▶ **TRY IT**
In the records below, find each line containing the word "rows" and copy it.

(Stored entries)
|---|

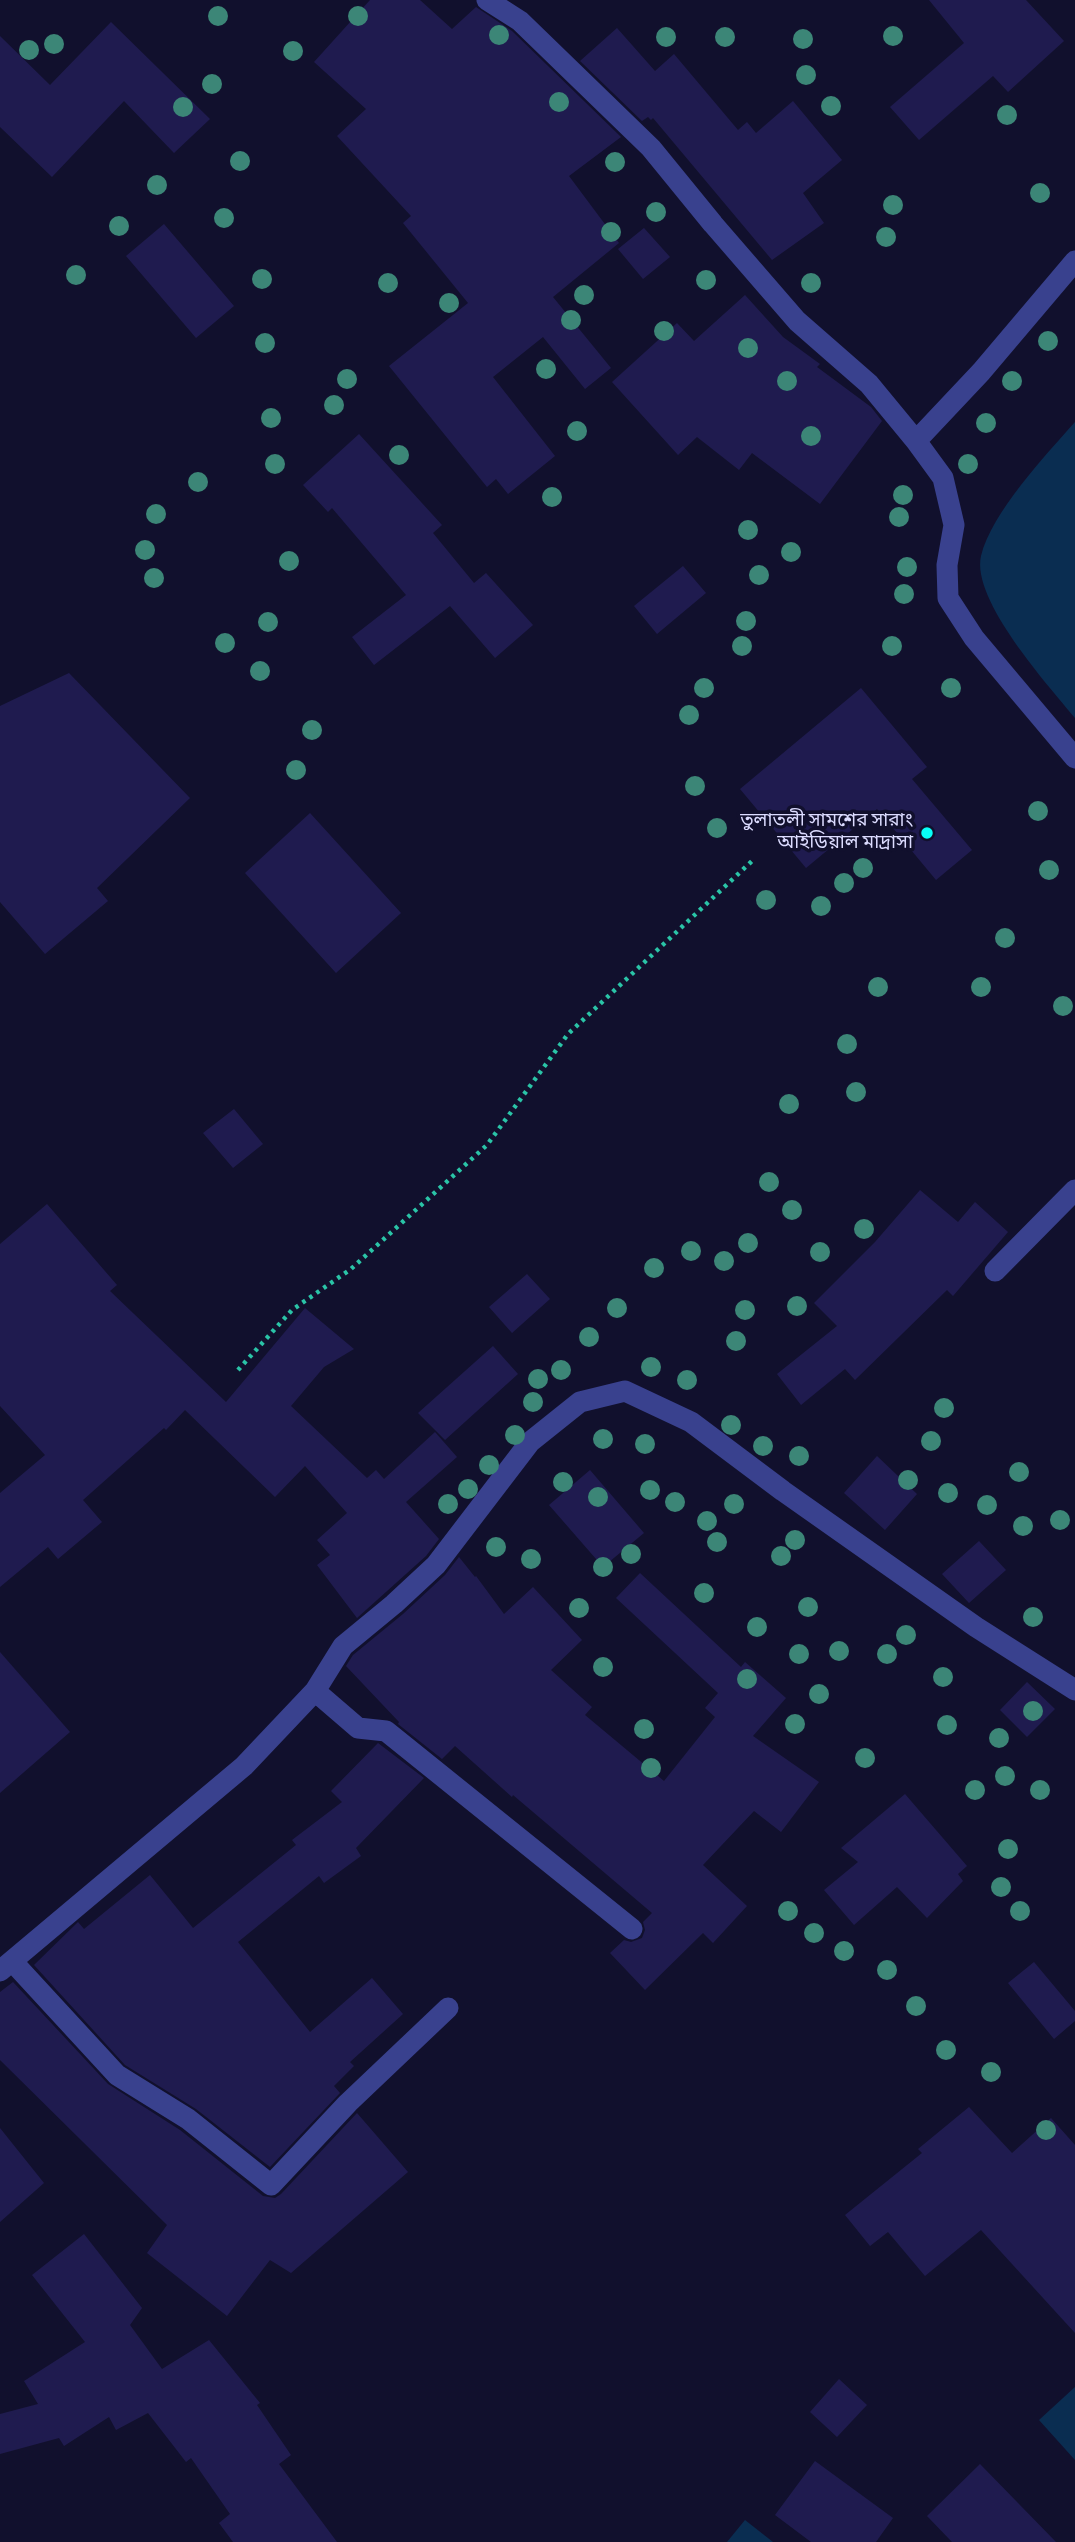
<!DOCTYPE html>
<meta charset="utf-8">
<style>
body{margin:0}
canvas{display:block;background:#11102d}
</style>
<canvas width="1075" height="2542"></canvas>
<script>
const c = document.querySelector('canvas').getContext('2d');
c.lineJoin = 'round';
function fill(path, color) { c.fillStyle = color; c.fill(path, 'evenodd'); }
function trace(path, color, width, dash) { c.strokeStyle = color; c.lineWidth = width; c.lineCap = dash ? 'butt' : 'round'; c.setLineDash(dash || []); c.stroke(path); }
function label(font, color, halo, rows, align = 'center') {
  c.font = font + ' "Source Sans 3","Noto Sans Bengali",sans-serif'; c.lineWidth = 7; c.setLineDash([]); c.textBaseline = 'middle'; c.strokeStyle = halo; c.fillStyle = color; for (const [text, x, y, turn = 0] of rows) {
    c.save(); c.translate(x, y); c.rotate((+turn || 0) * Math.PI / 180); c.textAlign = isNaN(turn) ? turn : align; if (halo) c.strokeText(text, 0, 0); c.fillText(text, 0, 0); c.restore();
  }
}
fill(new Path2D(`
 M 1075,422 L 1075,718 C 1048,685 971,600 981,556 C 992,512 1045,456 1075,422 Z
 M 1075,2387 L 1075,2460 L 1039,2420 Z
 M 745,2520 L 773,2542 L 727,2542 Z`), '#0a2d51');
fill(new Path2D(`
 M 370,0 L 420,0 L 452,29 L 476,7 L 512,31 L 621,137 L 569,176 L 619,243 L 553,297 L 611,368 L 585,389 L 543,337 L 493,377 L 555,456 L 508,494 L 496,479 L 487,487 L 389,366 L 468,303 L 403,223 L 411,216 L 337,136 L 366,109 L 314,62 Z
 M 929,0 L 1026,0 L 1064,41 L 1008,92 L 993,76 L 919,140 L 890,107 L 964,43 Z
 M 111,22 L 210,119 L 174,153 L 124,101 L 52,177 L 0,127 L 0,36 L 50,85 Z
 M 617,28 L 655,71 L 674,54 L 738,130 L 747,122 L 756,133 L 793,101 L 842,160 L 803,193 L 824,223 L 772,260 L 653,118 L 651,120 L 648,117 L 642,121 L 580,61 Z
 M 164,224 L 234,306 L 196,338 L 126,256 Z
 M 644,228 L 670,257 L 643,279 L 618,249 Z
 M 745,295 L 783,337 L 820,364 L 817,367 L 871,407 L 882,421 L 820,504 L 752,453 L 739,470 L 697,437 L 678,455 L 612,382 L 677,323 L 694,341 Z
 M 359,434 L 442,525 L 433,533 L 474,583 L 486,573 L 533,625 L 495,658 L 450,606 L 374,665 L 352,637 L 406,595 L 332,508 L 328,512 L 303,485 Z
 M 683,566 L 706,593 L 657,634 L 634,606 Z
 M 69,673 L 190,798 L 97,888 L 108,901 L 45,954 L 0,902 L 0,706 Z
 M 861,688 L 927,767 L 912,779 L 972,850 L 936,880 L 877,809 L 806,868 L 740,789 Z
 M 310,813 L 401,913 L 336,973 L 245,873 Z
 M 234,1109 L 263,1144 L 233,1168 L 203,1133 Z
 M 920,1190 L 958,1222 L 975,1202 L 1008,1232 L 953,1296 L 947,1290 L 855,1380 L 845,1369 L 801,1405 L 777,1374 L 837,1326 L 814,1303 L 875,1242 Z
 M 47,1204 L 117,1285 L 110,1291 L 226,1402 L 305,1308 L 354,1349 L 324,1367 L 291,1406 L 367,1478 L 376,1470 L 384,1479 L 435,1432 L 457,1457 L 406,1502 L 439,1539 L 426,1556 L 357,1618 L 317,1565 L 330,1555 L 317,1540 L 347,1513 L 305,1466 L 275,1497 L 185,1410 L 166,1430 L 164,1428 L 83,1500 L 102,1522 L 58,1559 L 48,1547 L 0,1587 L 0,1493 L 45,1455 L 0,1406 L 0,1244 Z
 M 527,1274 L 550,1299 L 512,1333 L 489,1307 Z
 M 493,1346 L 518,1374 L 445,1440 L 418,1413 Z
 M 877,1456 L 917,1494 L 885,1530 L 844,1493 Z
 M 590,1470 L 644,1533 L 603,1567 L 549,1505 Z
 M 979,1541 L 1006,1570 L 969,1603 L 942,1574 Z
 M 459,1557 L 475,1577 L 476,1576 L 504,1614 L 533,1587 L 582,1640 L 551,1670 L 592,1707 L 585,1715 L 664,1781 L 715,1717 L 705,1708 L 718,1693 L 616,1598 L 640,1573 L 741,1667 L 745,1662 L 786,1698 L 753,1736 L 819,1782 L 781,1832 L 754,1811 L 703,1865 L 747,1906 L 713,1943 L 703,1933 L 645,1990 L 610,1953 L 624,1940 L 631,1942 L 642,1938 L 645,1930 L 643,1922 L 652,1913 L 513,1795 L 512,1797 L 455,1746 L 442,1759 L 398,1724 L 399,1722 L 346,1666 L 353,1655 L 403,1614 L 445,1575 Z
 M 0,1652 L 70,1732 L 0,1793 Z
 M 1027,1682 L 1055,1709 L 1027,1737 L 1000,1710 Z
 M 378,1743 L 424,1778 L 356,1848 L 361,1856 L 324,1883 L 319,1876 L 238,1942 L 310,2032 L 372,1978 L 403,2014 L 350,2062 L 354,2066 L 334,2086 L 340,2093 L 270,2167 L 196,2109 L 125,2065 L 34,1965 L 78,1922 L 84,1929 L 150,1875 L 193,1928 L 296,1845 L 292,1840 L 342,1802 L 331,1791 Z
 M 905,1794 L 967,1866 L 958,1874 L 963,1881 L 927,1918 L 897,1887 L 854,1925 L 824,1890 L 858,1862 L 841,1848 Z
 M 1034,1962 L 1075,2011 L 1075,2021 L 1054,2039 L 1008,1983 Z
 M 13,1982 L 108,2084 L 180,2130 L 263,2196 L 275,2198 L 281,2194 L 357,2113 L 408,2172 L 291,2273 L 270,2260 L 227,2316 L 147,2253 L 167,2225 L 0,2060 L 0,1992 Z
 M 969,2107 L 1012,2153 L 1051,2118 L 1075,2145 L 1075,2333 L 981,2230 L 925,2276 L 888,2232 L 870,2246 L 845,2215 L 922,2153 L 918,2149 Z
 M 0,2128 L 44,2183 L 0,2222 Z
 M 84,2234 L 142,2308 L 130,2325 L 162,2369 L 209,2340 L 260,2403 L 257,2405 L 291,2455 L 279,2464 L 337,2542 L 233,2542 L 219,2523 L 230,2514 L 191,2458 L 186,2462 L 148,2413 L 116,2430 L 109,2417 L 64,2446 L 59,2438 L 0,2454 L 0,2414 L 38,2404 L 24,2381 L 85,2342 L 32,2275 Z
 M 839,2379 L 867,2405 L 837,2437 L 810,2412 Z
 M 815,2461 L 893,2518 L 876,2542 L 811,2542 L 775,2515 Z
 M 980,2464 L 1056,2542 L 952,2542 L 927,2516 Z`), '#1f1b4f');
trace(new Path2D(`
 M 238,1370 L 292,1310 L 351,1269 L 487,1145 L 568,1034 L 752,861`), '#2ac4a7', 4.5, [3.5, 5]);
trace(new Path2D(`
 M 487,0 L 520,21 L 651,148 L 713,224 L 797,321 L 869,384 L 916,441 L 943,478 L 954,525 L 947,565 L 948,598 L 974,638 L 1075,758
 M 916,441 L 981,372 L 1075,261
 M 995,1271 L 1075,1190
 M 315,1691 L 358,1728 L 386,1731 L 632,1929
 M 12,1961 L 117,2075 L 188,2119 L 271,2185 L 348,2103 L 448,2008
 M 0,1971 L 244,1766 L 315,1691 L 343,1646 L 394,1604 L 436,1565 L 530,1442 L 580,1402 L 625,1391 L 691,1422 L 783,1491 L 976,1627 L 1075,1690`), '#39418e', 21);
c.fillStyle = '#3c8677';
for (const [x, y] of [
 [218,16],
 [358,16],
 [499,35],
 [893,36],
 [666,37],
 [725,37],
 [803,39],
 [54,44],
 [29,50],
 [293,51],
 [806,75],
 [212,84],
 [559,102],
 [831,106],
 [183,107],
 [1007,115],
 [240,161],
 [615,162],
 [157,185],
 [1040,193],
 [893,205],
 [656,212],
 [224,218],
 [119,226],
 [611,232],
 [886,237],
 [76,275],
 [262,279],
 [706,280],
 [388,283],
 [811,283],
 [584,295],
 [449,303],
 [571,320],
 [664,331],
 [1048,341],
 [265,343],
 [748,348],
 [546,369],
 [347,379],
 [787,381],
 [1012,381],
 [334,405],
 [271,418],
 [986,423],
 [577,431],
 [811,436],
 [399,455],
 [275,464],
 [968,464],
 [198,482],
 [903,495],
 [552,497],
 [156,514],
 [899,517],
 [748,530],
 [145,550],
 [791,552],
 [289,561],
 [907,567],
 [759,575],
 [154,578],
 [904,594],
 [746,621],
 [268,622],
 [225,643],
 [742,646],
 [892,646],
 [260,671],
 [704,688],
 [951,688],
 [689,715],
 [312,730],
 [296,770],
 [695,786],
 [1038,811],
 [717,828],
 [863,868],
 [1049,870],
 [844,883],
 [766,900],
 [821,906],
 [1005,938],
 [878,987],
 [981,987],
 [1063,1006],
 [847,1044],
 [856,1092],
 [789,1104],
 [769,1182],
 [792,1210],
 [864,1229],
 [748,1243],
 [691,1251],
 [820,1252],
 [724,1261],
 [654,1268],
 [797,1306],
 [617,1308],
 [745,1310],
 [589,1337],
 [736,1341],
 [651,1367],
 [561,1370],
 [538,1379],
 [687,1380],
 [533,1402],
 [944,1408],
 [731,1425],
 [515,1435],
 [603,1439],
 [931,1441],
 [645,1444],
 [763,1446],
 [799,1456],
 [489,1465],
 [1019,1472],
 [908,1480],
 [563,1482],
 [468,1489],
 [650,1490],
 [948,1493],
 [598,1497],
 [675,1502],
 [448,1504],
 [734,1504],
 [987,1505],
 [1060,1520],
 [707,1521],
 [1023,1526],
 [795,1540],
 [717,1542],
 [496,1547],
 [631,1554],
 [781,1556],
 [531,1559],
 [603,1567],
 [704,1593],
 [808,1607],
 [579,1608],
 [1033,1617],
 [757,1627],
 [906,1635],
 [839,1651],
 [799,1654],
 [887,1654],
 [603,1667],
 [943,1677],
 [747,1679],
 [819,1694],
 [1033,1711],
 [795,1724],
 [947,1725],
 [644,1729],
 [999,1738],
 [865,1758],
 [651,1768],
 [1005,1776],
 [975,1790],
 [1040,1790],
 [1008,1849],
 [1001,1887],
 [788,1911],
 [1020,1911],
 [814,1933],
 [844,1951],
 [887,1970],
 [916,2006],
 [946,2050],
 [991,2072],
 [1046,2130]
]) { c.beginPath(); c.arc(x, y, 10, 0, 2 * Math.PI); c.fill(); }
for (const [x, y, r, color] of [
 [927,833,7,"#08fff8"]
]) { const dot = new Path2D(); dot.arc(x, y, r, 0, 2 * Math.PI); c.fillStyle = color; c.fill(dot); trace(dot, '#11102d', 2.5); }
label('19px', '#dcdcff', '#11102d', [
 ["তুলাতলী সামশের সারাং",913,822],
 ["আইডিয়াল মাদ্রাসা",913,844]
], 'right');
</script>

|---|

▶ **RESULT BELOW**
function label(font, color, halo, rows, align = 'center') {
  c.font = font + ' "Source Sans 3","Noto Sans Bengali",sans-serif'; c.lineWidth = 7; c.setLineDash([]); c.textBaseline = 'middle'; c.strokeStyle = halo; c.fillStyle = color; for (const [text, x, y, turn = 0] of rows) {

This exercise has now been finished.